#### [What needs to be done]
The expected result is the material below, reproduced exactly from its first line through the line containing "p.setAntiAlias(true);".

═════ Provided records ═════

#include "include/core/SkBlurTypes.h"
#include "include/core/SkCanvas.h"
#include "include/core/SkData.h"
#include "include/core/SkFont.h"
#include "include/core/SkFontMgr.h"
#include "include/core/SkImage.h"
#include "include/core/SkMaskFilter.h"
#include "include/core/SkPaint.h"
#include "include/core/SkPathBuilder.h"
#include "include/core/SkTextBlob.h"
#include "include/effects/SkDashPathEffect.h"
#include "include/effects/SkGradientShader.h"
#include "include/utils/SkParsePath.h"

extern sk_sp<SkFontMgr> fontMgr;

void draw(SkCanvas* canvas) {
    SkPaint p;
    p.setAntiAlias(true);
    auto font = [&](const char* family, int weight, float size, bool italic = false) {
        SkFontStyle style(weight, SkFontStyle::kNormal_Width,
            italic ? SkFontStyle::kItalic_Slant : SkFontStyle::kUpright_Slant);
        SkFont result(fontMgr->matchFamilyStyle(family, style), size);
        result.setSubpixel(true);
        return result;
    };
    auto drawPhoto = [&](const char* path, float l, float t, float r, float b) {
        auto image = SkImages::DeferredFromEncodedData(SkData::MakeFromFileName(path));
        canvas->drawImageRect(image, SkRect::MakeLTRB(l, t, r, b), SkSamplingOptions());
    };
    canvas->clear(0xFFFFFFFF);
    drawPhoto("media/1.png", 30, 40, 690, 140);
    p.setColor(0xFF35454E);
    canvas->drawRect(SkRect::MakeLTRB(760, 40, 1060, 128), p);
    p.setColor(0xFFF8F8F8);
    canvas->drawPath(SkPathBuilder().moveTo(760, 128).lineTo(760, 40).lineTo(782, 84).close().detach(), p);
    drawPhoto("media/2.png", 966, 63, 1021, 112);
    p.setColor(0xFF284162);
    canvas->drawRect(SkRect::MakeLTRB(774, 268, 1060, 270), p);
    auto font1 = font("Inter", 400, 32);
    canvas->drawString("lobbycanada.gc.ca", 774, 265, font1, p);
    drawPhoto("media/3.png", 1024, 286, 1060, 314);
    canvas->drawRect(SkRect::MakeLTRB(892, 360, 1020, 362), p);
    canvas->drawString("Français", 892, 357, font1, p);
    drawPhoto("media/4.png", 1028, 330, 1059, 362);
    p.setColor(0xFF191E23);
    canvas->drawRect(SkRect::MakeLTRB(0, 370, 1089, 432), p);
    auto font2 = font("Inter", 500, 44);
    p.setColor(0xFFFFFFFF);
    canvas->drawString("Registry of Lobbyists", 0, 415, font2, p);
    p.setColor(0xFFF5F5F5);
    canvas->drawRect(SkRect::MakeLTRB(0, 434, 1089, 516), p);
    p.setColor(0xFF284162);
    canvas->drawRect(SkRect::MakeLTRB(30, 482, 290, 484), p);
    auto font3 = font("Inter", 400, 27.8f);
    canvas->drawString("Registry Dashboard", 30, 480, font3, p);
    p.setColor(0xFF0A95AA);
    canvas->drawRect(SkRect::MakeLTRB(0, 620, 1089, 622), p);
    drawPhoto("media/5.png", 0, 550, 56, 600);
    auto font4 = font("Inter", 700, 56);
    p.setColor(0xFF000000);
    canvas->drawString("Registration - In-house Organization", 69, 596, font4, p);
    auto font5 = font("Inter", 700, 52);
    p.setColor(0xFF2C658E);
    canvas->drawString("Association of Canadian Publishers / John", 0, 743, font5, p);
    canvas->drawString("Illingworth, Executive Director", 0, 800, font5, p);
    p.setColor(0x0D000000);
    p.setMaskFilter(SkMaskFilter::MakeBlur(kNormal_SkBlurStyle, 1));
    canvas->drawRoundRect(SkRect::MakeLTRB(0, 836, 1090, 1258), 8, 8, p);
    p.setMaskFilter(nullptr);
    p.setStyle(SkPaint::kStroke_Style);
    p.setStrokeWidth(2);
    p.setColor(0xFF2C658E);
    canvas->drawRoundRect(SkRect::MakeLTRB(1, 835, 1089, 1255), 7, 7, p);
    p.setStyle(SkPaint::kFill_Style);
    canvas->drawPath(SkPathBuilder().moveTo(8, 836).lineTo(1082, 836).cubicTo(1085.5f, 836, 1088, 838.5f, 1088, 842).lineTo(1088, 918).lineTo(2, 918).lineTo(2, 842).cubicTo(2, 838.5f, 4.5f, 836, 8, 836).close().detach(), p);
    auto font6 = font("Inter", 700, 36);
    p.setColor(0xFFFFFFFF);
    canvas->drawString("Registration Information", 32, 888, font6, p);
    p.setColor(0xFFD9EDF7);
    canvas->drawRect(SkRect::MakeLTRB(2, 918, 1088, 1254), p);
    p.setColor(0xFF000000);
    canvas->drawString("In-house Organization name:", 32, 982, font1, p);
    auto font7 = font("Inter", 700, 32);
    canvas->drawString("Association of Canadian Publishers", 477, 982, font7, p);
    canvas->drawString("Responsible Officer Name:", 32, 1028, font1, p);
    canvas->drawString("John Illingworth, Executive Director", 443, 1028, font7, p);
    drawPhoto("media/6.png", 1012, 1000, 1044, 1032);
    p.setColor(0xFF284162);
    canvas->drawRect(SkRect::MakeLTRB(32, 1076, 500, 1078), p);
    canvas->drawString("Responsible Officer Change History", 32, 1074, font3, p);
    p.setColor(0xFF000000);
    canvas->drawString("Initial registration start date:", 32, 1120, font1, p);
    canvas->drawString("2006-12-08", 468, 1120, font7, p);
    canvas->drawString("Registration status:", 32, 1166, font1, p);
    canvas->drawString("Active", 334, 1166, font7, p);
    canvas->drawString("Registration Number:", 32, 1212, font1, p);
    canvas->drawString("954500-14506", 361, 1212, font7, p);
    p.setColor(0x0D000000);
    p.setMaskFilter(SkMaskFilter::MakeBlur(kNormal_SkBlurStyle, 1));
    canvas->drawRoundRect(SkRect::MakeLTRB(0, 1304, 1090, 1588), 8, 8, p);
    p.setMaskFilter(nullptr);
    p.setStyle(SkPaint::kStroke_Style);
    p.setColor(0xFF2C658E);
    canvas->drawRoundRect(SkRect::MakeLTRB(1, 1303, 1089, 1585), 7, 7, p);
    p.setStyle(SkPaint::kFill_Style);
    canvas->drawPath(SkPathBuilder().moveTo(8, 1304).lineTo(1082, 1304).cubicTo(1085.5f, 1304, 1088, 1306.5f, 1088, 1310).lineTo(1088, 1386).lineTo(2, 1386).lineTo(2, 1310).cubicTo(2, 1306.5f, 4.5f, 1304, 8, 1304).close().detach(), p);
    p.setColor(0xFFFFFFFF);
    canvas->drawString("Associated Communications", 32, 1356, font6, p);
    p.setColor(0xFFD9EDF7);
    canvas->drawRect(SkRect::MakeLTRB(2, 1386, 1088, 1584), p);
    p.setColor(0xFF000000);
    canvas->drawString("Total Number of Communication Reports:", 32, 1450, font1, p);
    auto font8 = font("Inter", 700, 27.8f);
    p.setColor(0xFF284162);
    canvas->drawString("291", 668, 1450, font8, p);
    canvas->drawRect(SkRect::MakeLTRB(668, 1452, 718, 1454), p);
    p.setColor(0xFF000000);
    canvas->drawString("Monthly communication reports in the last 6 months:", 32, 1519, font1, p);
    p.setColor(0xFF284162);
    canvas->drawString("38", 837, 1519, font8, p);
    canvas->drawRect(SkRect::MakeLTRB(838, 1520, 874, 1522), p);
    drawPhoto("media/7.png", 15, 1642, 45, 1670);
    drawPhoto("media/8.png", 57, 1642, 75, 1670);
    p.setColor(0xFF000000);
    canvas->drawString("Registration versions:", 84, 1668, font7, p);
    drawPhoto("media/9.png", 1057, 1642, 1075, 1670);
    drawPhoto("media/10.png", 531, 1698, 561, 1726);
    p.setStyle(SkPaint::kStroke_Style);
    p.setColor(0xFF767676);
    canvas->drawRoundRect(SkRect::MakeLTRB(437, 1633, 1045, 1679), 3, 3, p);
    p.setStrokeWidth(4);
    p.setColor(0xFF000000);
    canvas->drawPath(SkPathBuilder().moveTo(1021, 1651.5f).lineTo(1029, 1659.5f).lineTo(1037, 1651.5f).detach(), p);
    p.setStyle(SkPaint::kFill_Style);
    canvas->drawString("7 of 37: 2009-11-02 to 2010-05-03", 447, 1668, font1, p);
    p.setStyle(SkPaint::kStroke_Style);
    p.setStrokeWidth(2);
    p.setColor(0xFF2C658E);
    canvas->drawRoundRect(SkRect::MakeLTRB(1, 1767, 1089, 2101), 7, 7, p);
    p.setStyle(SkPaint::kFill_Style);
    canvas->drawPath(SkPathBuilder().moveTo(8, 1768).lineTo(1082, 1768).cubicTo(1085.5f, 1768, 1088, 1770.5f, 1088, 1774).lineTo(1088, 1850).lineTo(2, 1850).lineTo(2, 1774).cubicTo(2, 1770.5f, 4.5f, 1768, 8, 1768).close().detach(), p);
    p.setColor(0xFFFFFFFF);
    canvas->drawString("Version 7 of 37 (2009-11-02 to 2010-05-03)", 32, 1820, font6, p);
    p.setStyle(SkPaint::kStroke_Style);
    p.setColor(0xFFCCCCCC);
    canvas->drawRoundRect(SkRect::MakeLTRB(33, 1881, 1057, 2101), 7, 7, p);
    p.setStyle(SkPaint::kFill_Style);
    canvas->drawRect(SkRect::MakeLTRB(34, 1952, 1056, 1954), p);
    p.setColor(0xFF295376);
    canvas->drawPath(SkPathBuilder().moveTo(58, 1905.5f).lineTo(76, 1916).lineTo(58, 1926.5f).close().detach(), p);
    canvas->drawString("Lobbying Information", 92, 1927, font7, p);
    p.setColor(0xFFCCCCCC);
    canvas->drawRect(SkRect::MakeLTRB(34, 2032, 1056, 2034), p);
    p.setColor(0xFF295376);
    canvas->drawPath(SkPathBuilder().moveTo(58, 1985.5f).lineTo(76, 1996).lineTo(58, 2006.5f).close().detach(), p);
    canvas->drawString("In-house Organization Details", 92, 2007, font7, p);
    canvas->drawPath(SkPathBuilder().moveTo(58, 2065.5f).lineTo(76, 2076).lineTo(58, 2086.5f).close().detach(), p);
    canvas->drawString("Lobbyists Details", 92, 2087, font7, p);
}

═════

#### [Solution]
#include "include/core/SkBlurTypes.h"
#include "include/core/SkCanvas.h"
#include "include/core/SkData.h"
#include "include/core/SkFont.h"
#include "include/core/SkFontMgr.h"
#include "include/core/SkImage.h"
#include "include/core/SkMaskFilter.h"
#include "include/core/SkPaint.h"
#include "include/core/SkPathBuilder.h"
#include "include/core/SkTextBlob.h"
#include "include/effects/SkDashPathEffect.h"
#include "include/effects/SkGradientShader.h"
#include "include/utils/SkParsePath.h"

extern sk_sp<SkFontMgr> fontMgr;

void draw(SkCanvas* canvas) {
    SkPaint p;
    p.setAntiAlias(true);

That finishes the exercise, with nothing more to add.